Paris Marx, the host of podcast Tech Won’t Save Us, sees labour issues like the latter as an important part of any conversation about automated machines and the future of work. Fear over robots replacing workers has been around for a long time, but little attention is paid to how it will change the overall labour movement.
“What we did see was that the way that [tech] was used was not to completely eliminate jobs, but to reduce the power of workers within their workplaces” he explained. “The conditions of their work are determined by algorithms that decide who gets an order, that decides how much they get paid and they have very little recourse if these things go against them.”

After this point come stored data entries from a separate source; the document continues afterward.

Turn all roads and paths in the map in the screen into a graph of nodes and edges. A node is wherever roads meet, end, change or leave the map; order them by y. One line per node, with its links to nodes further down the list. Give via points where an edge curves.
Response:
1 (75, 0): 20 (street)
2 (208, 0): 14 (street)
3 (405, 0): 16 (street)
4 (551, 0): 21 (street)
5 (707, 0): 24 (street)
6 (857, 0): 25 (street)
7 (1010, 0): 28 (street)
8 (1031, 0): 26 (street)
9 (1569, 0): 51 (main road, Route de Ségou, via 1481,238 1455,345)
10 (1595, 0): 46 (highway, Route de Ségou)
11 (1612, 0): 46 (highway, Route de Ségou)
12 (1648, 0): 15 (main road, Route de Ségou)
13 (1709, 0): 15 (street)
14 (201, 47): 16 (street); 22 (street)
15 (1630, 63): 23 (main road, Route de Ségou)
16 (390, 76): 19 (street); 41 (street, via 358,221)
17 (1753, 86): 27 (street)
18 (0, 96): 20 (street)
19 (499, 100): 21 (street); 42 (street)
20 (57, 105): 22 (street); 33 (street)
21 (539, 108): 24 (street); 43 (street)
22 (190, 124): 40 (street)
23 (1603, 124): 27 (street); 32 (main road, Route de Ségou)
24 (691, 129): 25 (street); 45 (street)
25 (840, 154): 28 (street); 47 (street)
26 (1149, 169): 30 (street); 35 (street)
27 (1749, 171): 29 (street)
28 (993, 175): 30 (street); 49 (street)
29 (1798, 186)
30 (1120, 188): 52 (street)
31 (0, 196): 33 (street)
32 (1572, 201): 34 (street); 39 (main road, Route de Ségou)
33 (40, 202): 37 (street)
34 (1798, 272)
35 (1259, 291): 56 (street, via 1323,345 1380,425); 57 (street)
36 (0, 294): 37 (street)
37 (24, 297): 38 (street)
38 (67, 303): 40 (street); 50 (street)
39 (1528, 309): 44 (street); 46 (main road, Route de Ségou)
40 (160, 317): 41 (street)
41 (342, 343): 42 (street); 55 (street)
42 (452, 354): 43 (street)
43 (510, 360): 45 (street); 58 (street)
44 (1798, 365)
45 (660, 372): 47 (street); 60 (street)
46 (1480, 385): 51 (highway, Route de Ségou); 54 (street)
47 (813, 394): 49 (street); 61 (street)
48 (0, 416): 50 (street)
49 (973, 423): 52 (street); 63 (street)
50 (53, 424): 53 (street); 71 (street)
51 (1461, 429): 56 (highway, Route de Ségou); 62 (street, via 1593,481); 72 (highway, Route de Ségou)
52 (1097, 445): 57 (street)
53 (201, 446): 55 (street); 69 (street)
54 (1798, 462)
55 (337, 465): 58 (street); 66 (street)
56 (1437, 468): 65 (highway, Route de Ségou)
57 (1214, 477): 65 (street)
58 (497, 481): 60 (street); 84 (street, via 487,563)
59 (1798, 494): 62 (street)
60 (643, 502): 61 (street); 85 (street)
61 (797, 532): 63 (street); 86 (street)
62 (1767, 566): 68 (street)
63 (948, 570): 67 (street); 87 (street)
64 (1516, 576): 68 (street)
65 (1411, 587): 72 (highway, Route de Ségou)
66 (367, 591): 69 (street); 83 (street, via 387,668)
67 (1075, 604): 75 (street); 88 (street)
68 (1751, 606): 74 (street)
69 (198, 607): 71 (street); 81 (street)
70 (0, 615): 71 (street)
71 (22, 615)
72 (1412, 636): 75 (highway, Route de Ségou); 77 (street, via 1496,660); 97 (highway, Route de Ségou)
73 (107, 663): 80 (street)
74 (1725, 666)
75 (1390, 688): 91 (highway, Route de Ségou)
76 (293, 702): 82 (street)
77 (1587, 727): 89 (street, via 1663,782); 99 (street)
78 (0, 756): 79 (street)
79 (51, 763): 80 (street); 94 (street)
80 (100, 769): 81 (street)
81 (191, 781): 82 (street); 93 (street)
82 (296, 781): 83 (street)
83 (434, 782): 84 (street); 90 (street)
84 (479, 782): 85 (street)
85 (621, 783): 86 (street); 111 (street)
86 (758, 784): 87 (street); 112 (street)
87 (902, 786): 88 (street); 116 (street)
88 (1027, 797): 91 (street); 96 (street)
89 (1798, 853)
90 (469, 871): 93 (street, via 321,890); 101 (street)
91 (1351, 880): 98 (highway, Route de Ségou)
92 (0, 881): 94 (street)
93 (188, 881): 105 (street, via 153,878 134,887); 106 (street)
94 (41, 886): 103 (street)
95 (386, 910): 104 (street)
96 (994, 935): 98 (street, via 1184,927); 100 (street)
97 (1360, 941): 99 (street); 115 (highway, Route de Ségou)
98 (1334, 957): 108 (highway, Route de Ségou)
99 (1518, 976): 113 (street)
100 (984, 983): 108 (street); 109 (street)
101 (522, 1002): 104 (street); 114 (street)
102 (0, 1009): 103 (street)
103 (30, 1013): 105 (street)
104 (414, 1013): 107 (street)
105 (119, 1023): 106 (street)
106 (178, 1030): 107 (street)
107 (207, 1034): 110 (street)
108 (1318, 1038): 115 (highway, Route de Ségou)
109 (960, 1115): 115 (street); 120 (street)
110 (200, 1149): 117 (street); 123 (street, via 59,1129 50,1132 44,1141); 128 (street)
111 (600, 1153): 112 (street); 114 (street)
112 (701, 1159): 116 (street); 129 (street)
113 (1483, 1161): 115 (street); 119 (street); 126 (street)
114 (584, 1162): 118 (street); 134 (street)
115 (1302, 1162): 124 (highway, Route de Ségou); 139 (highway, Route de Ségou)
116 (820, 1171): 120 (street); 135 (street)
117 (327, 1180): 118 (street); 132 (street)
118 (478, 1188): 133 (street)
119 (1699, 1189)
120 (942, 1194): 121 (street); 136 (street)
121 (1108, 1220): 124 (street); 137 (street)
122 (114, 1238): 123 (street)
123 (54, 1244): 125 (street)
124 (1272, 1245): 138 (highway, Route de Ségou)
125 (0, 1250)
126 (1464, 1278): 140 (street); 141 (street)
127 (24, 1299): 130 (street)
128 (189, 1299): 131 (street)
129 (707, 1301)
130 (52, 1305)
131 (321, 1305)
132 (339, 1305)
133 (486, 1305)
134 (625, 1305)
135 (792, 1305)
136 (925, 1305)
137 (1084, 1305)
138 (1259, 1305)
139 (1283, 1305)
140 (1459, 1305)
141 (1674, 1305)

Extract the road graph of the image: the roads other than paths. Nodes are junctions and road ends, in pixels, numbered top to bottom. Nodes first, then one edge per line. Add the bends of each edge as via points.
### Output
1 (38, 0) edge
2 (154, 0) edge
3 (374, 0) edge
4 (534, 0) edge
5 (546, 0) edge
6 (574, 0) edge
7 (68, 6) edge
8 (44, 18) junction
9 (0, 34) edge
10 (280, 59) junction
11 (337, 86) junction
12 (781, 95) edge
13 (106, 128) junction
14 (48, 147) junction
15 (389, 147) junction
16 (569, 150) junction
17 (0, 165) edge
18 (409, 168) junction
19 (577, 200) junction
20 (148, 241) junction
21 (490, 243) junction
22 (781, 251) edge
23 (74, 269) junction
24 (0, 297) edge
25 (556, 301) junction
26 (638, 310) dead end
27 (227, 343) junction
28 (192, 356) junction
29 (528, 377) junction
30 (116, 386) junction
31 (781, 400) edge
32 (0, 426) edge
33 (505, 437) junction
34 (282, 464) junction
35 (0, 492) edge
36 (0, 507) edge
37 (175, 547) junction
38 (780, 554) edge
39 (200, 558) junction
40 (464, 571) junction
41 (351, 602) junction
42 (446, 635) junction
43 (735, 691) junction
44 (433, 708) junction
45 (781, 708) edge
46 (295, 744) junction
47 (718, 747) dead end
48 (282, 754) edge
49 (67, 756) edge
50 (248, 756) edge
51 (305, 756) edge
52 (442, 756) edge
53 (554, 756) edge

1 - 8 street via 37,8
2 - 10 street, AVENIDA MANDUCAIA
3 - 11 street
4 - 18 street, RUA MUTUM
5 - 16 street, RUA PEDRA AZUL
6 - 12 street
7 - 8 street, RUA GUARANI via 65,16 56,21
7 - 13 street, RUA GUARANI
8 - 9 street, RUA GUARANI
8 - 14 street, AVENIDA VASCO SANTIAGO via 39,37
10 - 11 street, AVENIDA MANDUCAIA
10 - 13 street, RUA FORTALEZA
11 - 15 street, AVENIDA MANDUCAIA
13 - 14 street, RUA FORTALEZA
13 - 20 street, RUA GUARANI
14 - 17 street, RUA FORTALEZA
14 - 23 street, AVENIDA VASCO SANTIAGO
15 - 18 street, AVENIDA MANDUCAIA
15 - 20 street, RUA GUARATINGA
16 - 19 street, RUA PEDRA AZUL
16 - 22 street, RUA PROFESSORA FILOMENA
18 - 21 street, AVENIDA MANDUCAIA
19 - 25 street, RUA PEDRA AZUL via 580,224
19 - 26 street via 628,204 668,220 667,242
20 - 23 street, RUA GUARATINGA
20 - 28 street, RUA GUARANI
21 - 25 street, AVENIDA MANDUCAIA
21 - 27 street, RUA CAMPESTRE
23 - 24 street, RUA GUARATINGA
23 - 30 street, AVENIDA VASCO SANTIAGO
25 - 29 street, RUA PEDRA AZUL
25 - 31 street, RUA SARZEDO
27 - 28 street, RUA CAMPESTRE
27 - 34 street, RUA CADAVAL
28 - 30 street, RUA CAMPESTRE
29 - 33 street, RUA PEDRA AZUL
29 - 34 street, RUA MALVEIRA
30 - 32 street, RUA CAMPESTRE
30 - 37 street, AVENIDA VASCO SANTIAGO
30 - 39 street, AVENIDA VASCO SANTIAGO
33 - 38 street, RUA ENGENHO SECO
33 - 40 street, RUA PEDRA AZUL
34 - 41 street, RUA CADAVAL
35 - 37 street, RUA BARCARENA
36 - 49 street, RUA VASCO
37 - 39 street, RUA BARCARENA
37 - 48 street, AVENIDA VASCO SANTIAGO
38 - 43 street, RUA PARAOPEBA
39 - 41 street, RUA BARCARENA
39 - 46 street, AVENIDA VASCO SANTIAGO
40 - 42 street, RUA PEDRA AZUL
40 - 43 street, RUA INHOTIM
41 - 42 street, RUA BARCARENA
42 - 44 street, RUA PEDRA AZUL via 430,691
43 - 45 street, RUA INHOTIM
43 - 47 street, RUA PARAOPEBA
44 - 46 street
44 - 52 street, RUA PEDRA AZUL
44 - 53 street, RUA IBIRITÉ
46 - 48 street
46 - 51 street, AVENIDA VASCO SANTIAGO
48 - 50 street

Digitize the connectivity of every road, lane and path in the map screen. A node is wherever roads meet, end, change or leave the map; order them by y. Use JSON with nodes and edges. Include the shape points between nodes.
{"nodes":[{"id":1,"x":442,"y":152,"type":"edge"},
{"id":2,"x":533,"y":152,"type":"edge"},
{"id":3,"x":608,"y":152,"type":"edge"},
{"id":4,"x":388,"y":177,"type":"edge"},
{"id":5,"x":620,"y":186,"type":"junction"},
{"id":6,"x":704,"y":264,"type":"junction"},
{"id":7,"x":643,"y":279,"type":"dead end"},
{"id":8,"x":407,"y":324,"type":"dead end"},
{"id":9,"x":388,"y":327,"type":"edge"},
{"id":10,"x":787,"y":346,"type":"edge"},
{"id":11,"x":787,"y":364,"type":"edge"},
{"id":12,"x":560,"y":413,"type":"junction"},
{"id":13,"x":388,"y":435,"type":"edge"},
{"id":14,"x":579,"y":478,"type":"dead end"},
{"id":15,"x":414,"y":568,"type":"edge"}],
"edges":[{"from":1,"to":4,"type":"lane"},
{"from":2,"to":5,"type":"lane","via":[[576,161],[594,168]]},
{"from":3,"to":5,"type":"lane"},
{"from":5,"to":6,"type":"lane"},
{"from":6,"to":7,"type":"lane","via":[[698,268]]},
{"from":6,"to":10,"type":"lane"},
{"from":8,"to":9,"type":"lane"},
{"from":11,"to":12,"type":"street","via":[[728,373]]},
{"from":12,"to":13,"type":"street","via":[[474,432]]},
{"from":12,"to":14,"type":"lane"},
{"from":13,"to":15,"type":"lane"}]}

Workers are starting to take notice. Last week, Writers Guild of America members went on strike for better pay and safeguards around how AI is used throughout creative processes.
For people who don’t work in show business and believe they’re out of harm’s way, think again. Companies in different industries are using machine learning to boost their bottom line. For example, a 2023 study by Capterra found that 98 per cent of U.S. human resources leaders plan to use software and algorithms to reduce labour costs.
So, can AI ever be used for good?
A lot of AI programs, including ChatGPT, scrape the internet for personal, public and even copyrighted data to power their tools. This makes it challenging for anyone to opt out of AI in a meaningful or long-lasting way.
One way to start thinking about how to make these tools better is to change the incentive structures that lie at their core by bringing in laws, regulators and public input.
“I think that everybody has a role to play. And ideally the companies themselves would, of their own volition, do certain things, but I just don’t have any hope that they’ll do that without the external pressure, the external incentive structure,” Ms. Gebru said.
Still, Ms. Gebru is optimistic that AI’s eventual place in the world will be shaped by more of the public as awareness of the technology grows.
“This is not, like, an inevitable march toward the future that we have to go to. I think the public has to be well-informed and have a say on whether this is the kind of life that they want to live or not, lead or not.”